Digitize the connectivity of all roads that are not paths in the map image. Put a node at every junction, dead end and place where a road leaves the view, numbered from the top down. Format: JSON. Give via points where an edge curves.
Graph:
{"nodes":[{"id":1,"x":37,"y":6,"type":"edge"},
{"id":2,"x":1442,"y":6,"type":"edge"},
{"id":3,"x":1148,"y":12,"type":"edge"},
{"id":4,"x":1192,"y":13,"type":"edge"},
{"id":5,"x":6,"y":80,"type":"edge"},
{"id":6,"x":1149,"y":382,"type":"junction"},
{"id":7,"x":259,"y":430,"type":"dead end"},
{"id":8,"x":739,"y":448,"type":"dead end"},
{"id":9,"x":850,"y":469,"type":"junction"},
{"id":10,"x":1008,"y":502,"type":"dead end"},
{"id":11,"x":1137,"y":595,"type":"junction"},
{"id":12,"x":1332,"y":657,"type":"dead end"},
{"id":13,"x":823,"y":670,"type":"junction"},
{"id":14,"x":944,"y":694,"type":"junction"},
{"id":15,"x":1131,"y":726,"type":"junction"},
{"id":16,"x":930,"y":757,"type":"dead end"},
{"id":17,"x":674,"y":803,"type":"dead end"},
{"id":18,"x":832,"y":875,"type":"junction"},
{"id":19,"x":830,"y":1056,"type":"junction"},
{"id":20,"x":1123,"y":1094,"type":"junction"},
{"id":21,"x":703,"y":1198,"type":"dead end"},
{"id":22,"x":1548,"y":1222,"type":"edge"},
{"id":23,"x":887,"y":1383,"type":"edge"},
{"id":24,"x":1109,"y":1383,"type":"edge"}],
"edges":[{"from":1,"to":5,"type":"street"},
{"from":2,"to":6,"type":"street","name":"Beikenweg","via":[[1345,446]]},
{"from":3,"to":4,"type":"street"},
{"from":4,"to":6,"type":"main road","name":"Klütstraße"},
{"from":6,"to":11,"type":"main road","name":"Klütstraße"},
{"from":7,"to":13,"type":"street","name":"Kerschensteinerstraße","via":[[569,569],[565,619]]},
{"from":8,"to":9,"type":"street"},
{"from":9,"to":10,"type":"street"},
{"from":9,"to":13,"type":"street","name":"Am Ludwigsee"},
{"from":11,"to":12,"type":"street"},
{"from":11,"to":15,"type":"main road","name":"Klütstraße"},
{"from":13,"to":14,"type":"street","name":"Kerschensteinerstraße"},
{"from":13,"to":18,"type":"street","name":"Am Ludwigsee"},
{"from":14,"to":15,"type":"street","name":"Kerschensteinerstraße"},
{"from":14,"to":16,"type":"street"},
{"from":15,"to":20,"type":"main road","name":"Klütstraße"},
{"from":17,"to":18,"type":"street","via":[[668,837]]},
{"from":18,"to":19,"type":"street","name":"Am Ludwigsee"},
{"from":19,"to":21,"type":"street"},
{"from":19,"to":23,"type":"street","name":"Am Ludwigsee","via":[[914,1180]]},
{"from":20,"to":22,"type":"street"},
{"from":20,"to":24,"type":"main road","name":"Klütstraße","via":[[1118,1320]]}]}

★ ★ ★ ★ ★

## [EXERCISE PROMPT]
How many lines in the entries above include the string "Klütstraße"? Answer with the number only.

## [ANSWER]
5